Savaş öncesi çok mu farklıydı?

Ukrayna 10 yıl önce kadına yönelik şiddet ve ev içi şiddetin engellenmesi için İstanbul Sözleşmesini imzaladı. 2021 yılında yapılan araştırmalara göre kadınların yüzde 67’si ise eşlerinden veya 15 yaşın üzerinde erkeklerden psikolojik, fiziksel ya da cinsel şiddet yaşadıklarını söylüyor. Kadınların sadece yaşadıkları şiddet durumunda ne yapacaklarını bilmezken, savaş ortamında nasıl bir tabloyla karşı karşıya kaldıklarını anlamak zor değil. Ukrayna polisinin istatistiklerine göre sadece 2020 yılında kolluk kuvvetlerine yapılan şikayet sayısı 2 milyon 807 bin.

Işıkları onlara sadece trenlerde değil, her yerde kapatılıyor

Burjuva medya Ukraynalı kadınların göç hikayelerini, düşen bombaların altında ya da yollarda birçok kadının vurulduğunu yazıyor. Üst üste yığılan kadınların ışıkları kapatılan trenlerde başka yerlere nakledildiği anlatılıyor. Yolculuğun sonunda ise açlık, insanlık dışı koşulların her çeşidi ile karşılaşmayı yaşıyorlar.
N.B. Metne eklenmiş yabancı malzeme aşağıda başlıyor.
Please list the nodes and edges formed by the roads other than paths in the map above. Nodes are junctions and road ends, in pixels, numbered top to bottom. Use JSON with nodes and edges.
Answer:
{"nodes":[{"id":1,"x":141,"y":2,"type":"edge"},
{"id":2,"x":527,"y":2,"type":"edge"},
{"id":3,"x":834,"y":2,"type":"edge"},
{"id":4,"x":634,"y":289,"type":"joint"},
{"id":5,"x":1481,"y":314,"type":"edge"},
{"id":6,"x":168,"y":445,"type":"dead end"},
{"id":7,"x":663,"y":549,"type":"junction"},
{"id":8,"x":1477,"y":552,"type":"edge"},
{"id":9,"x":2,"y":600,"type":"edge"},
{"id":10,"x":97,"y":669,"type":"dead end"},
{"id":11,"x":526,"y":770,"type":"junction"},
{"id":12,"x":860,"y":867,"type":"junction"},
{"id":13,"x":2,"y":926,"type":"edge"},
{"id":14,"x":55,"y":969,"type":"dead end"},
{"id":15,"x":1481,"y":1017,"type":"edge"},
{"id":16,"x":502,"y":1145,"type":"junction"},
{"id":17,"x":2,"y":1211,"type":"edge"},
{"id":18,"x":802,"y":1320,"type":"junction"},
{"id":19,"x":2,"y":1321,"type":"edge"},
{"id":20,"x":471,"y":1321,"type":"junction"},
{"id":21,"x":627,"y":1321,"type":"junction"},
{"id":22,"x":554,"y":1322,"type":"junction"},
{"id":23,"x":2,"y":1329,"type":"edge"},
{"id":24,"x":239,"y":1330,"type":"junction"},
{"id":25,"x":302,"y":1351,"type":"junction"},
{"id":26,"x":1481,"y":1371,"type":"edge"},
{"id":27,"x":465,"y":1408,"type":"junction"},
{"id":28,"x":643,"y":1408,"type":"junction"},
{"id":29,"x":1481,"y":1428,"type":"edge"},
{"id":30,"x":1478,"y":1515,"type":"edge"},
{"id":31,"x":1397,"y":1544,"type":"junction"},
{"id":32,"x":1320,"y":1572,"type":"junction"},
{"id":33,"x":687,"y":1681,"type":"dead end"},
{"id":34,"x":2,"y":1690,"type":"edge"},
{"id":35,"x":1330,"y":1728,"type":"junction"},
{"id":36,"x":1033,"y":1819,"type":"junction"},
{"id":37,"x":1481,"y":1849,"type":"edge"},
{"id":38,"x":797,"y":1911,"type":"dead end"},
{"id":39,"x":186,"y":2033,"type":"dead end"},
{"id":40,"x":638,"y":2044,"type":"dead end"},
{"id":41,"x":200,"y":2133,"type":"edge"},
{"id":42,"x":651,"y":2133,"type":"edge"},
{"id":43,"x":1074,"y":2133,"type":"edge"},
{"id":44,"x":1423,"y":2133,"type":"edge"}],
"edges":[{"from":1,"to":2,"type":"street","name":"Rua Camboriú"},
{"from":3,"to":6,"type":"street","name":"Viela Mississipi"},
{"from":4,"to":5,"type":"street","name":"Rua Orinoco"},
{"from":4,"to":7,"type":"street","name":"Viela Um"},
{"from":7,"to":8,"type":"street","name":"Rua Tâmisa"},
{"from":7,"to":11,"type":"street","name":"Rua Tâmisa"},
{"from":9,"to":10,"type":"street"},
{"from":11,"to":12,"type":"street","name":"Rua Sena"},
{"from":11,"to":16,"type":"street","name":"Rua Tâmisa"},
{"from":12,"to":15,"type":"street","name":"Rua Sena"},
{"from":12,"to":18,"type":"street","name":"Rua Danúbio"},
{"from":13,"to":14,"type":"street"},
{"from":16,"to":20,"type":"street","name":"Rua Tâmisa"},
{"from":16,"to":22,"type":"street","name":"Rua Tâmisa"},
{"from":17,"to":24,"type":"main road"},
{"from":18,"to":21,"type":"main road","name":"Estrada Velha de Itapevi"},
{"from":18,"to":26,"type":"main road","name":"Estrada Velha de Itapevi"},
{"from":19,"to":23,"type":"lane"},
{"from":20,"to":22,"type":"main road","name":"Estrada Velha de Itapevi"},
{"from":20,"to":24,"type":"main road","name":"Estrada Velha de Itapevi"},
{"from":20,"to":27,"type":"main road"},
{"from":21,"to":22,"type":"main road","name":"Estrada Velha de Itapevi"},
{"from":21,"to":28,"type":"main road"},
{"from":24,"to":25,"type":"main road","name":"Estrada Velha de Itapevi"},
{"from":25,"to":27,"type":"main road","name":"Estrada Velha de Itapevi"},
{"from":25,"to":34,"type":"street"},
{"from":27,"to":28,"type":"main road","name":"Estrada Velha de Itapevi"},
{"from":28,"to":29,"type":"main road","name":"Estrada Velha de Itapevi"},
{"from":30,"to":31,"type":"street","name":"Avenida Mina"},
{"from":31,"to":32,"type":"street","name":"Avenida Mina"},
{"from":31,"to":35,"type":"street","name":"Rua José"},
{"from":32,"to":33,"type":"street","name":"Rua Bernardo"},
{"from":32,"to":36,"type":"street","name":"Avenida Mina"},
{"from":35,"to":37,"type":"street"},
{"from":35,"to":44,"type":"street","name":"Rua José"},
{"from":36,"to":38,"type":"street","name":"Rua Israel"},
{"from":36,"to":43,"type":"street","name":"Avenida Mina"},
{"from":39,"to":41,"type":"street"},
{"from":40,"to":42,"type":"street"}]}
Erkekler tarafından davet edilerek kadın tacirlerinin ellerine düşenler ve kendilerinden bir daha haber alınamayanlar…

Hem Ukrayna, hem Rusya devletleri “Savaşa hayır” diyen muhaliflerini ve kadınları dövüyor, işkence ediyor, tutukluyor, yasaklıyor!

Savaşla birlikte yükselen şovenizm, Ukrayna’da ve bütün Avrupa’da faşist örgütlenmelerin önünü açarken, ırkçılığı daha bir kışkırtıyor.

Biz kadınlar ise savaşların ve işgallerin sorumlusu olan emperyalist tarafların hepsine karşı çıkarak enternasyonalist kadın mücadelemizi yükseltmeye devam edeceğiz! Hayatlarımızın ve bedenlerimizin savaş baronları tarafından işgaline savaşın kendisine hayır demeyi sürdüreceğiz!

Emperyalist savaşları işçilerin emekçilerin, halkların ama öncelikle kadınların enternasyonal mücadelesi durdurabilir!